Written on 02/10/2014, Isle of Mull
We’ve yet to find the best ‘next day’ activity following a strenuous walk but thought that the short climb up ‘S Airde Beinn sounded as good an option as any. As its alternative name of crater loch suggests this was once an active volcano and even today its dolerite plug and crater are still easily discernible.
Up at the top a short half hour walk takes you around the entire perimeter, a stroll that today at least was accompanied by gale force winds. The views on offer, when it was possible to hold the camera still at any rate, were both spectacular and far reaching. I even got to pick out the setting for a couple of blogs I follow over on the Ardnamurchan peninsula.
Despite swirling vegetation and a coat that seemed intent on whipping various parts of my body I managed to spot a small bird perched up on a nearby rock. The shock of seeing anything in such conditions was almost enough to make me forget my binoculars but I just about managed to raise them in time to shout across to Emma “Snow Bunting!”. Sadly before I’d extracted the camera it and at least six others had fled the scene and despite much searching could not be relocated. At least we finally had the first of our hoped for autumn migrants, and what a cracker to start with.

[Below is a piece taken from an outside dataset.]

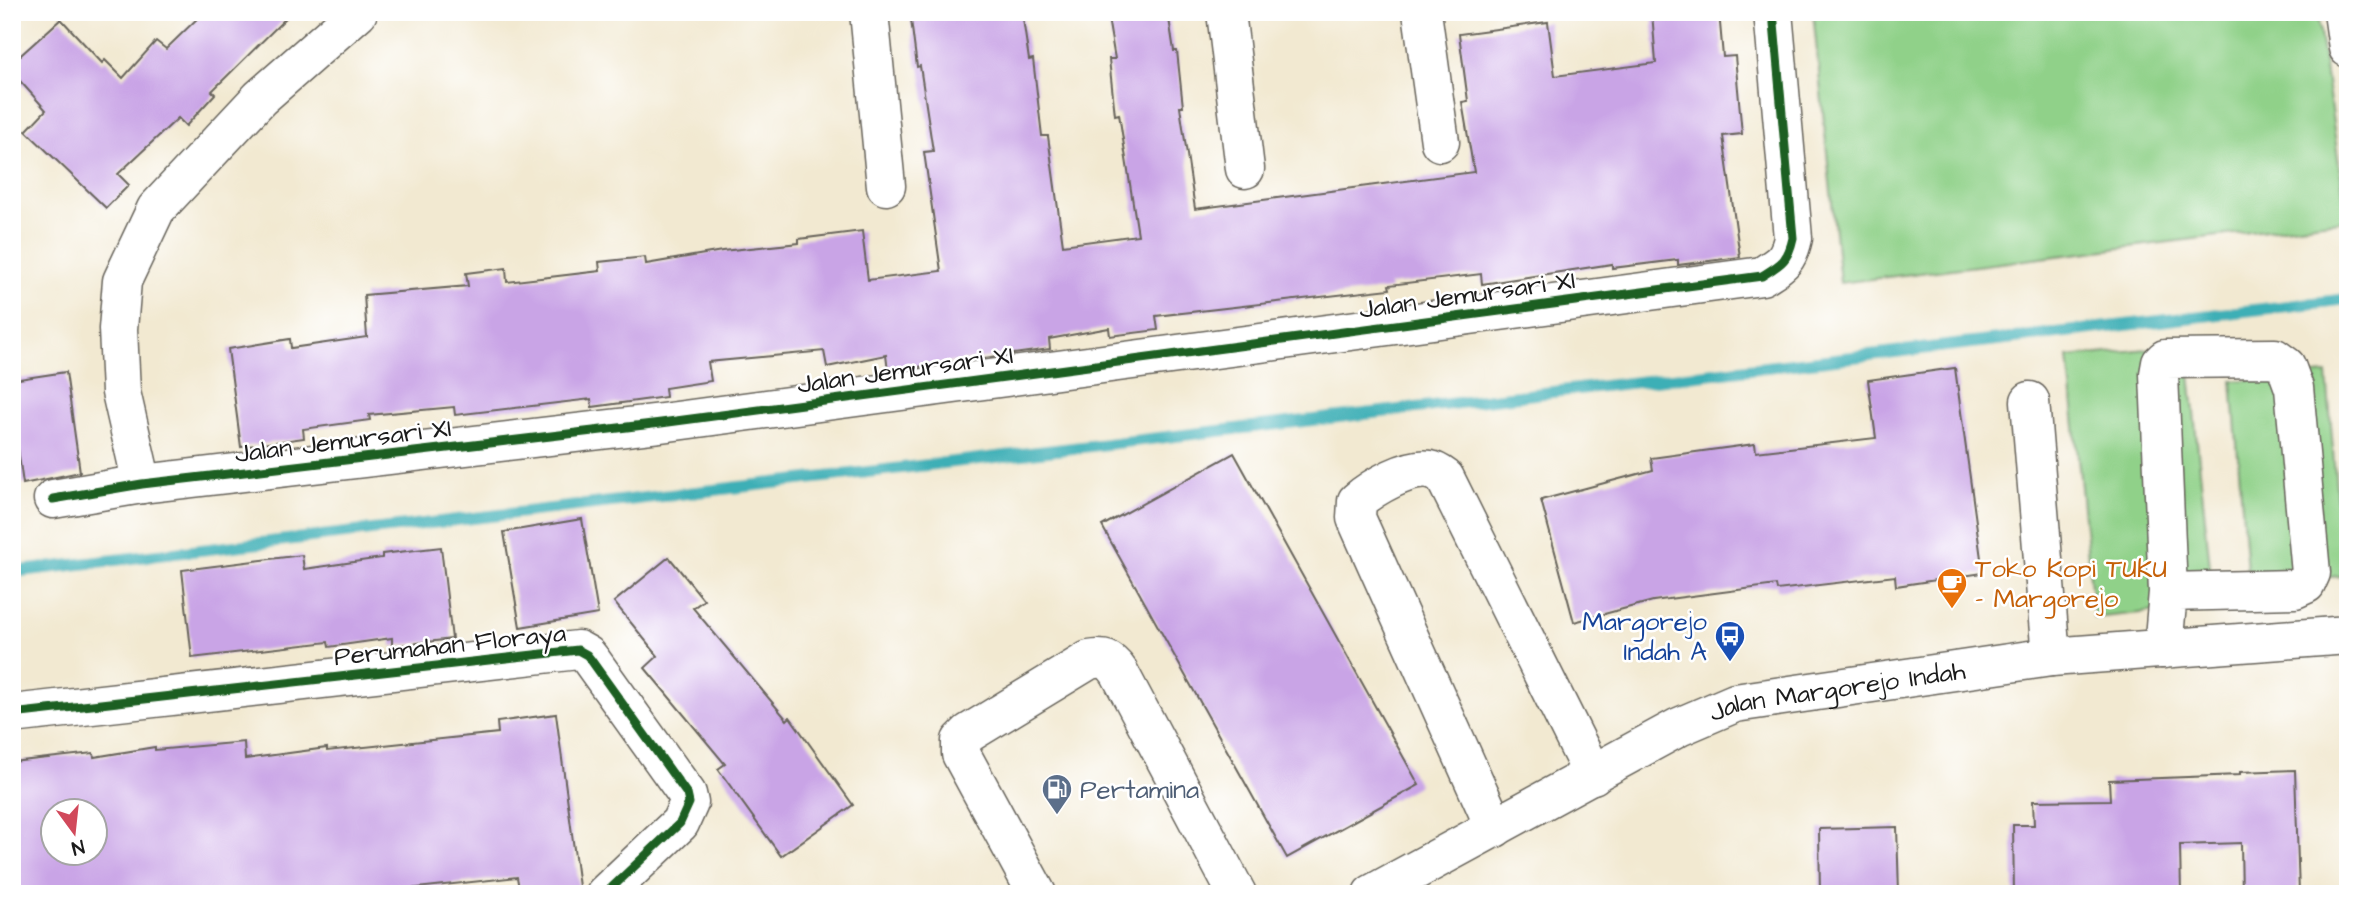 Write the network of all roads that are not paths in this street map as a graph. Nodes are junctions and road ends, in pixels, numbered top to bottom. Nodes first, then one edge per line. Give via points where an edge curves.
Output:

Earlier that morning we’d dropped in at Calgary Bay to make amends for last visits slightly dull conditions. No such issue today though the altered profile of the beach following several high and stormy tides was clear to see.

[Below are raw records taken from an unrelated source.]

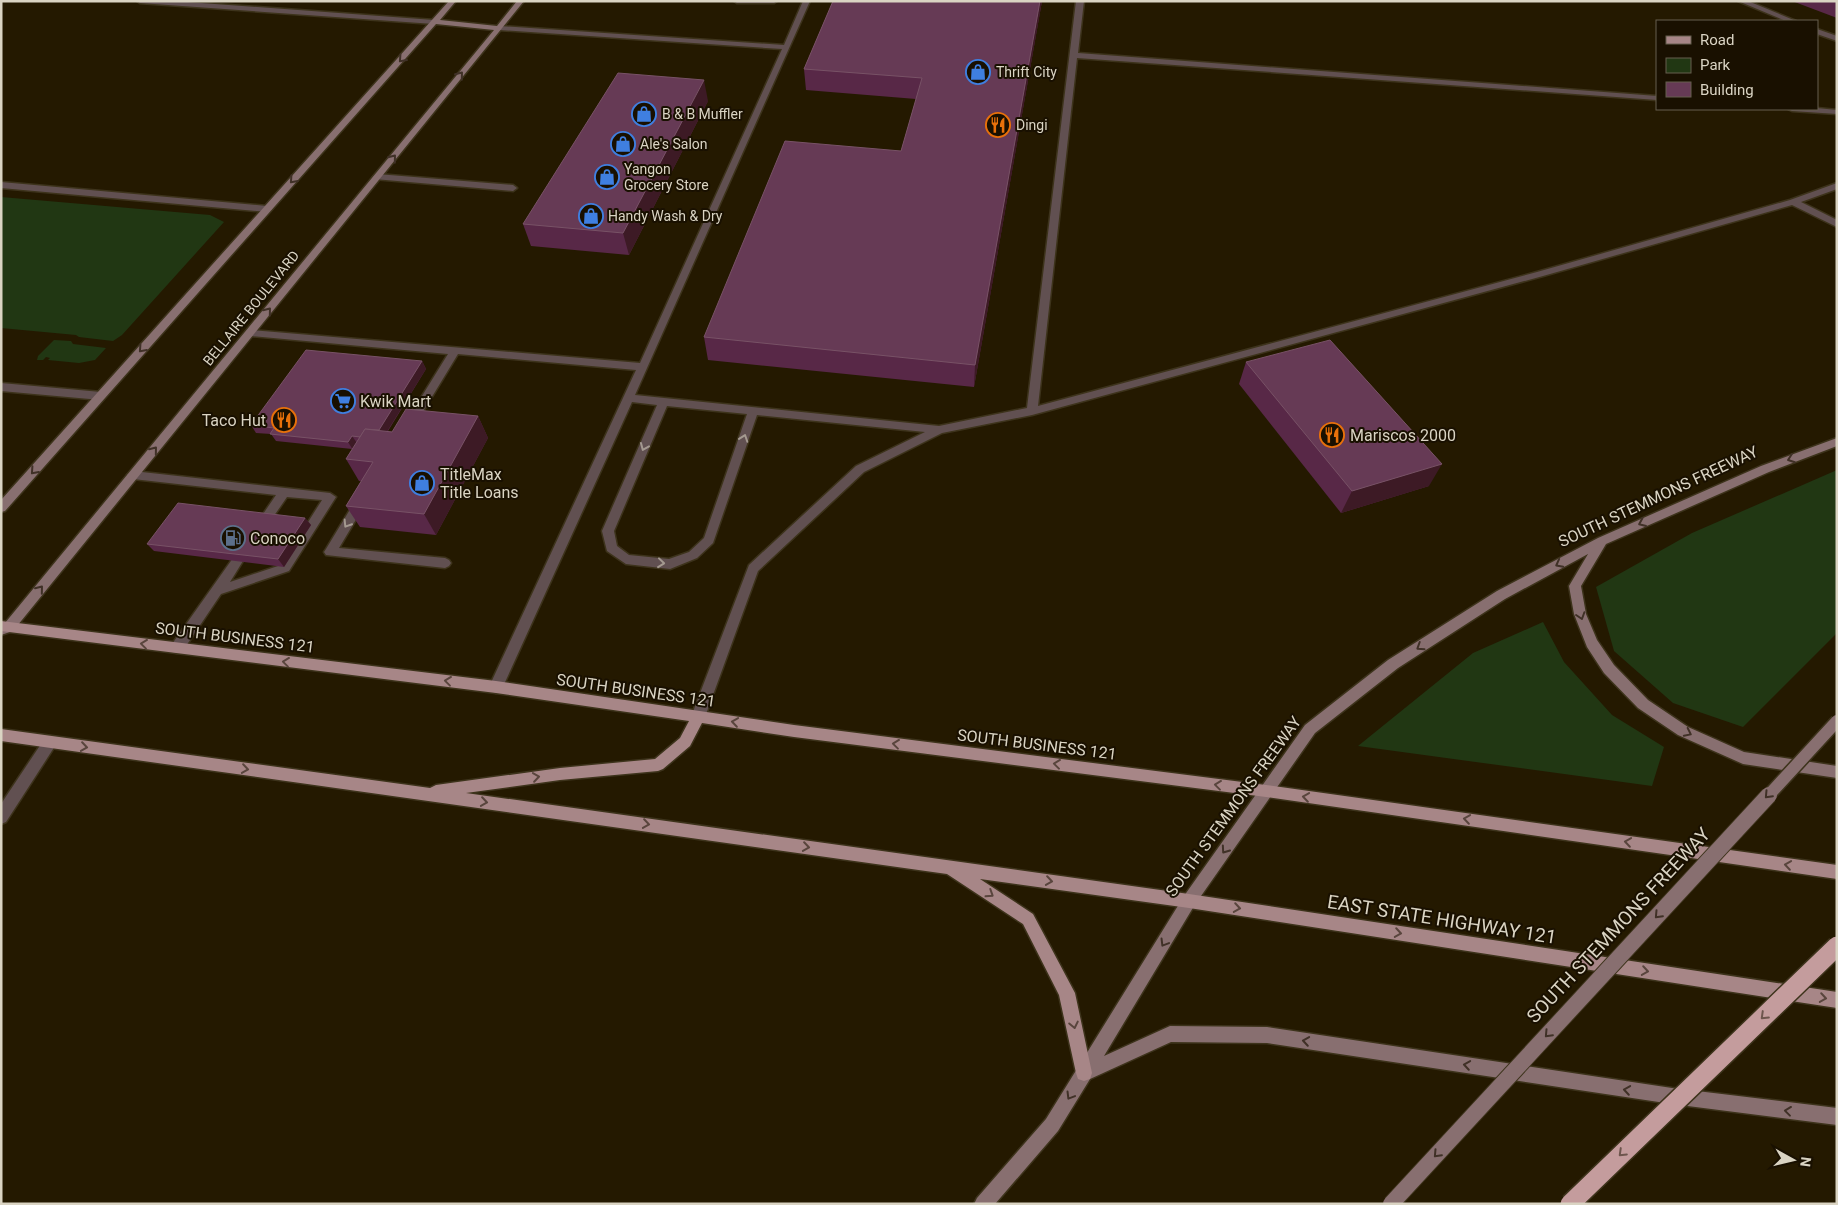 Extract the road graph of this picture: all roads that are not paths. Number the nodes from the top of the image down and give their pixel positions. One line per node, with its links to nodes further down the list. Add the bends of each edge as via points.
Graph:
1 (140, 1): 10 (lane)
2 (453, 1): 10 (main road)
3 (520, 1): 11 (main road, BELLAIRE BOULEVARD)
4 (737, 1): 5 (lane)
5 (774, 1)
6 (807, 1): 14 (lane)
7 (1080, 1): 15 (lane)
8 (1741, 1): 9 (lane)
9 (1789, 20)
10 (434, 22): 11 (main road); 24 (main road, one-way to 24)
11 (499, 28): 14 (lane); 19 (main road, BELLAIRE BOULEVARD, one-way to 11)
12 (1818, 31): 13 (lane)
13 (1837, 39)
14 (786, 47): 28 (lane)
15 (1074, 55): 16 (lane); 34 (lane)
16 (1656, 98)
17 (1807, 110): 18 (lane)
18 (1837, 112)
19 (377, 177): 22 (lane); 26 (main road, BELLAIRE BOULEVARD, one-way to 19)
20 (1, 185): 24 (lane)
21 (1837, 186): 23 (lane)
22 (513, 188)
23 (1793, 202): 25 (lane); 34 (lane)
24 (267, 209): 30 (main road, one-way to 30)
25 (1837, 224)
26 (250, 333): 27 (lane); 38 (main road, BELLAIRE BOULEVARD, one-way to 26)
27 (456, 351): 28 (lane); 36 (lane)
28 (643, 367): 31 (lane)
29 (1, 387): 30 (lane)
30 (101, 396): 41 (main road, one-way to 41)
31 (628, 398): 32 (lane); 49 (lane)
32 (663, 402): 33 (lane); 33 (lane, one-way to 33, via 608,531 611,548 626,559 670,564 693,555 709,540)
33 (753, 411): 35 (lane)
34 (1032, 411): 35 (lane)
35 (939, 430): 50 (lane, via 860,469 753,568)
36 (402, 435)
37 (1837, 442): 43 (main road, SOUTH STEMMONS FREEWAY, one-way to 43, via 1765,469)
38 (133, 475): 40 (lane); 47 (main road, BELLAIRE BOULEVARD, one-way to 38)
39 (368, 490): 45 (lane, one-way to 45, via 330,552)
40 (284, 492): 42 (lane); 46 (lane, via 330,497 285,568)
41 (1, 508)
42 (265, 520)
43 (1602, 541): 54 (main road, one-way to 54, via 1575,586 1580,614 1609,669 1643,704 1683,731 1743,758); 55 (main road, SOUTH STEMMONS FREEWAY, one-way to 55, via 1501,595 1393,664 1310,729)
44 (237, 561): 46 (lane)
45 (445, 563)
46 (216, 592): 48 (lane)
47 (4, 628): 48 (main road, SOUTH BUSINESS 121, one-way to 47)
48 (177, 648): 49 (main road, SOUTH BUSINESS 121, one-way to 48)
49 (496, 687): 50 (main road, SOUTH BUSINESS 121)
50 (698, 717): 55 (main road, SOUTH BUSINESS 121, one-way to 50); 56 (main road, one-way to 50, via 560,774 658,765 685,742)
51 (1837, 721): 66 (main road, SOUTH STEMMONS FREEWAY, one-way to 66, bridge)
52 (1, 735): 53 (main road)
53 (50, 742): 56 (main road, one-way to 56); 57 (lane)
54 (1837, 772)
55 (1266, 791): 59 (main road, one-way to 55); 60 (main road, SOUTH STEMMONS FREEWAY, one-way to 60)
56 (419, 794): 58 (main road, one-way to 58)
57 (1, 817)
58 (949, 867): 60 (main road, one-way to 60); 63 (main road, one-way to 63, via 1028,919 1067,994)
59 (1837, 872)
60 (1189, 901): 62 (main road, EAST STATE HIGHWAY 121, one-way to 62); 63 (main road, SOUTH STEMMONS FREEWAY, one-way to 63)
61 (1837, 946): 67 (highway, one-way to 67, bridge)
62 (1837, 1000)
63 (1084, 1073): 64 (main road, one-way to 63, via 1672,1096 1267,1035 1170,1034); 65 (main road, SOUTH STEMMONS FREEWAY, one-way to 65, via 1052,1125)
64 (1837, 1117)
65 (983, 1204)
66 (1391, 1204)
67 (1570, 1204)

For once the gathered Oystercatchers were more than happy for me to get within camera range allowing a couple of decent shots to be taken against a backdrop of breaking waves.
There was also interest along the strand-line where another jellyfish species, the By-the-wind-sailor, had been washed up in large numbers. These curious creatures rely, as their name suggests, on a sail to transport them across the ocean and they end up on our shores as a result of the North Atlantic Drift. Normally bluish in colour it traps food with a fringe of stinging tentacles which is then transferred to the digestive body hanging beneath a central float.
While we were making amends for previous unfavourable conditions it seemed a no-brainer to return to Aros Park and photograph some of the fungi species which had been so tempting in torrential rain just over a week ago. To our surprise we found several of the more prominent specimens had already gone well beyond their best (in fact the whole woodland seemed far more advanced towards autumn than previously) but that didn’t stop us finding plenty more to take their place.
Photography complete we headed for home where Emma decided it was high time she tasted some Tobermory whisky. Let’s just say the jury’s still out on that one.